- Date: February 29, 2020
- Location: Northwing, SM City Cebu, Cebu City
- Country: Philippines

= 37th SAC-SMB Cebu Sports Awards =

Annual awarding ceremony

The 37th Sportswriters Association of Cebu (SAC) - San Miguel Beer (SMB) Cebu Sports Awards is an annual awarding ceremony that recognized the triumphs and accomplishments of Cebuano sports personalities (athletes, coaches, teams and entities) in the past year, spearheaded by the medalists of the 2019 Southeast Asian Games hosted by the Philippines. The Cebu Sports Awards is the local counterpart of the yearly Philippine Sportswriters Association Annual Awards Night.

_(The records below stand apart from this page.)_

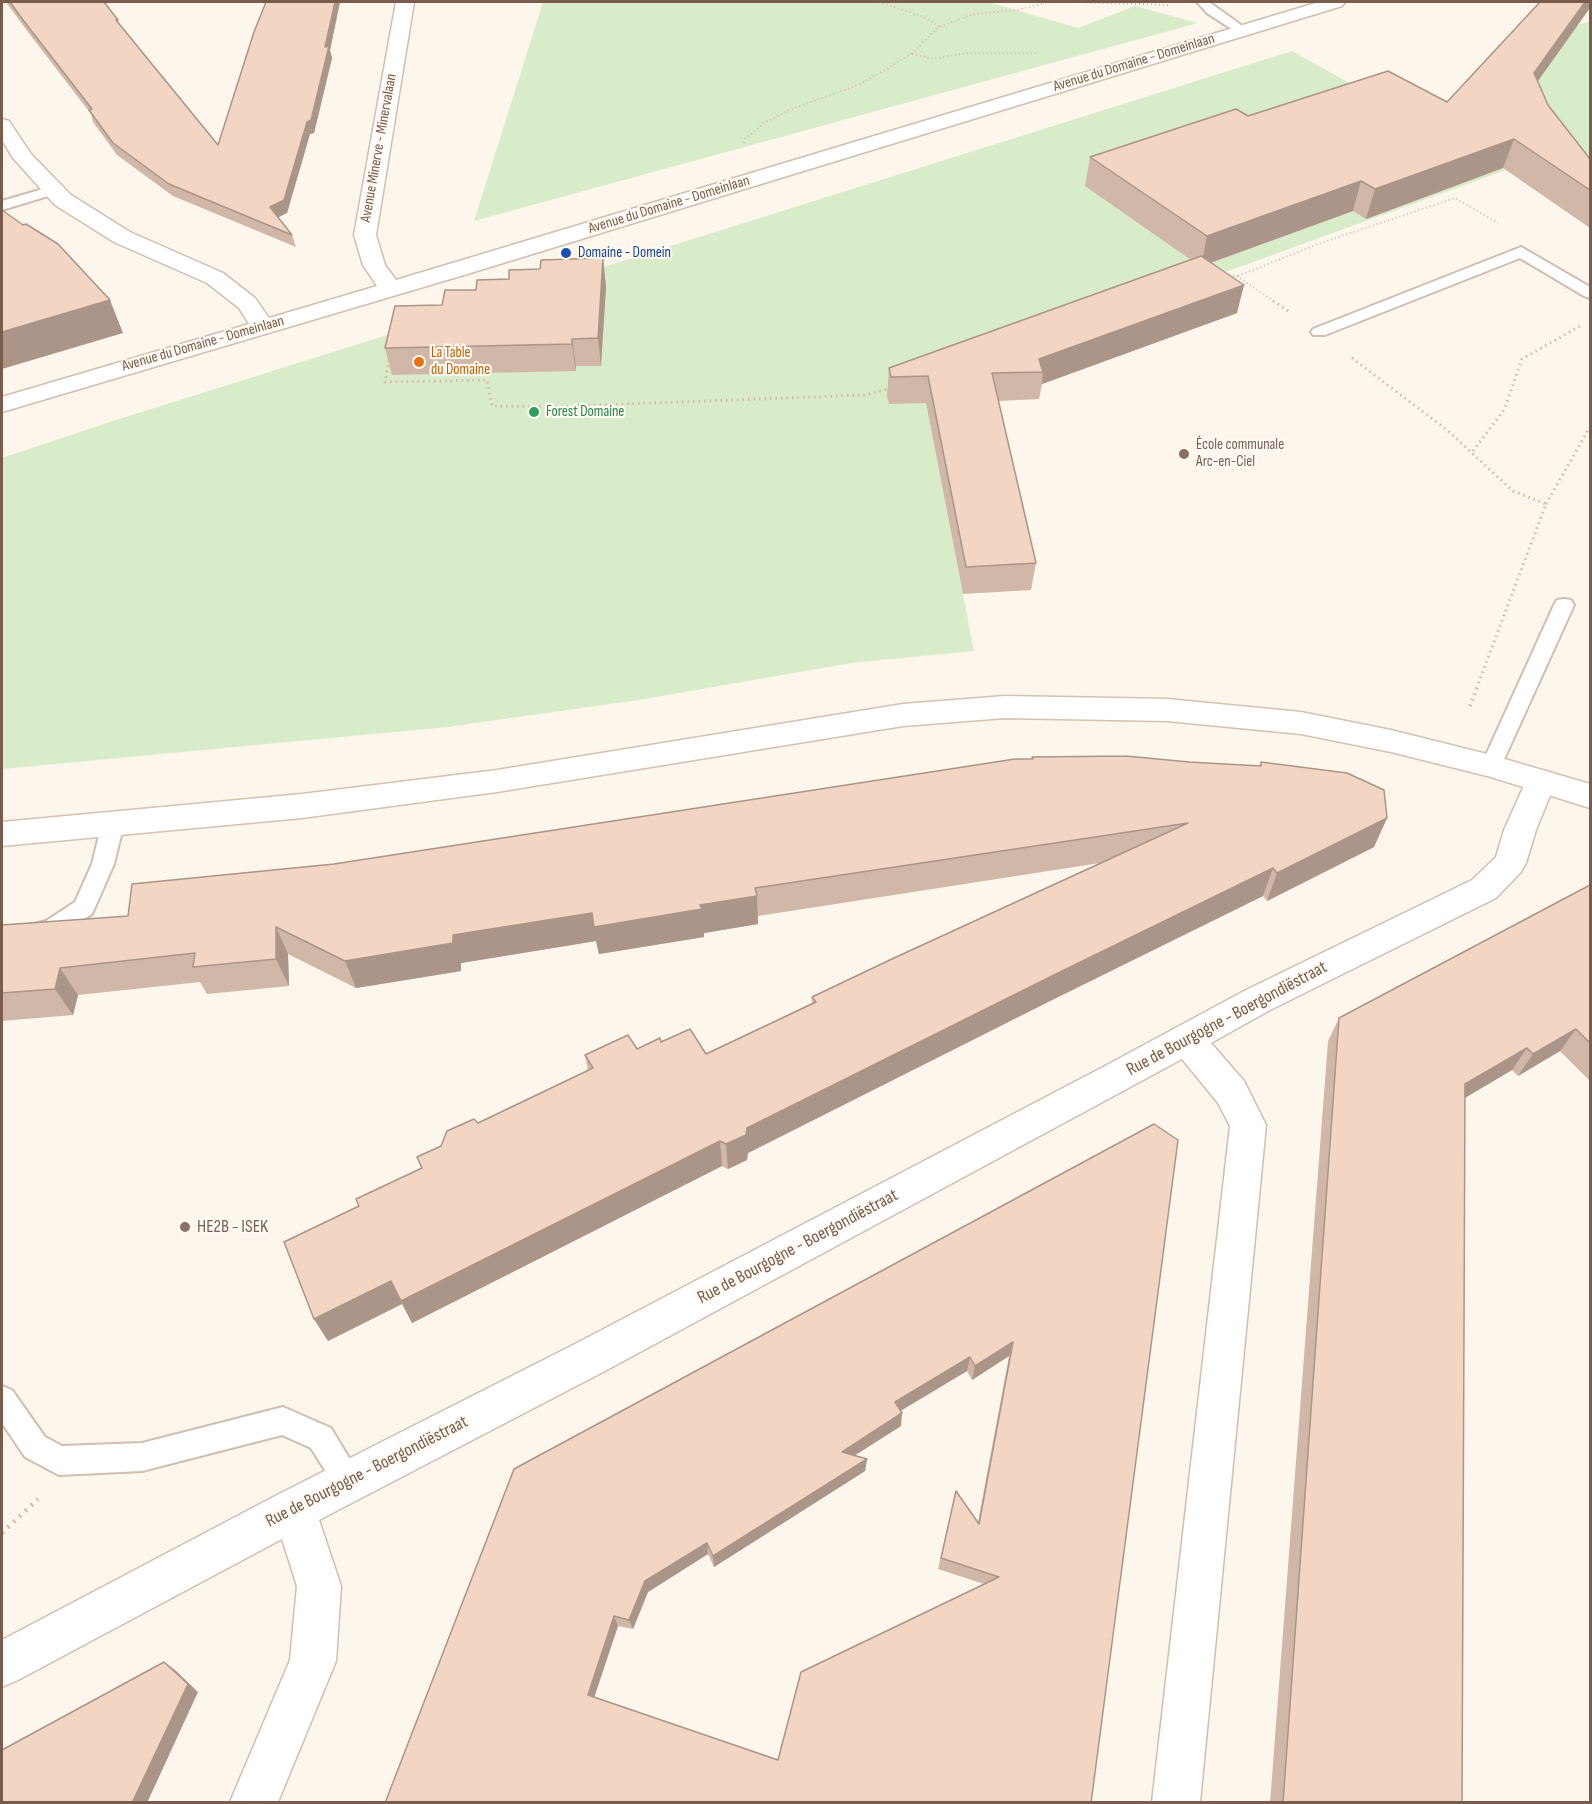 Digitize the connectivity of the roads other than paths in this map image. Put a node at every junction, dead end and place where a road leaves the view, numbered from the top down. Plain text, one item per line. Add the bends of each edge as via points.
1 (405, 2) edge
2 (1203, 2) edge
3 (1336, 2) edge
4 (1242, 30) junction
5 (2, 125) edge
6 (53, 190) junction
7 (2, 206) edge
8 (391, 289) junction
9 (1590, 293) edge
10 (263, 327) junction
11 (1319, 332) road end
12 (2, 405) edge
13 (1564, 605) dead end
14 (1491, 766) junction
15 (1541, 781) junction
16 (1590, 796) edge
17 (113, 824) junction
18 (2, 834) edge
19 (2, 941) edge
20 (1187, 1040) junction
21 (2, 1400) edge
22 (348, 1481) junction
23 (294, 1509) junction
24 (2, 1664) edge
25 (254, 1803) edge
26 (1176, 1803) edge

1 - 8 street, Avenue Minerve - Minervalaan via 365,235 374,265
2 - 4 lane
3 - 4 street, Avenue du Domaine - Domeinlaan
4 - 8 street, Avenue du Domaine - Domeinlaan
5 - 6 street via 22,158
6 - 7 lane
6 - 10 street via 122,237 215,278 247,303
8 - 10 street, Avenue du Domaine - Domeinlaan
9 - 11 lane via 1521,252
10 - 12 street, Avenue du Domaine - Domeinlaan
13 - 14 lane
14 - 15 street
14 - 17 street via 1301,723 1167,710 1005,707 903,715 497,782
15 - 16 street
15 - 20 street, Rue de Bourgogne - Boergondiëstraat via 1510,863 1484,889 1258,1000
17 - 18 street
17 - 19 lane via 103,864 84,908 52,928
20 - 22 street, Rue de Bourgogne - Boergondiëstraat via 589,1358
20 - 26 street via 1231,1092 1248,1125
21 - 22 lane via 35,1447 59,1461 142,1457 283,1420 321,1438
22 - 23 street, Rue de Bourgogne - Boergondiëstraat
23 - 24 street, Rue de Bourgogne - Boergondiëstraat
23 - 25 street via 319,1586 313,1661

The awarding rites is organized by the Sportswriters Association of Cebu, an organization led by sportswriters and sports columnists from newspapers and online portals based in Cebu such as Sun.Star Cebu, The Freeman and Cebu Daily News Digital.

The event will take place on February 29, 2020, at the Northwing of the SM City Cebu in Cebu City.

==Honor roll==
===Athlete of the Year===
2018 Asian Games and 2019 Southeast Asian Games Gold Medalist Margielyn Didal was chosen by Cebu-based sportswriter as the Athlete of the Year, which was announced during the awarding ceremony.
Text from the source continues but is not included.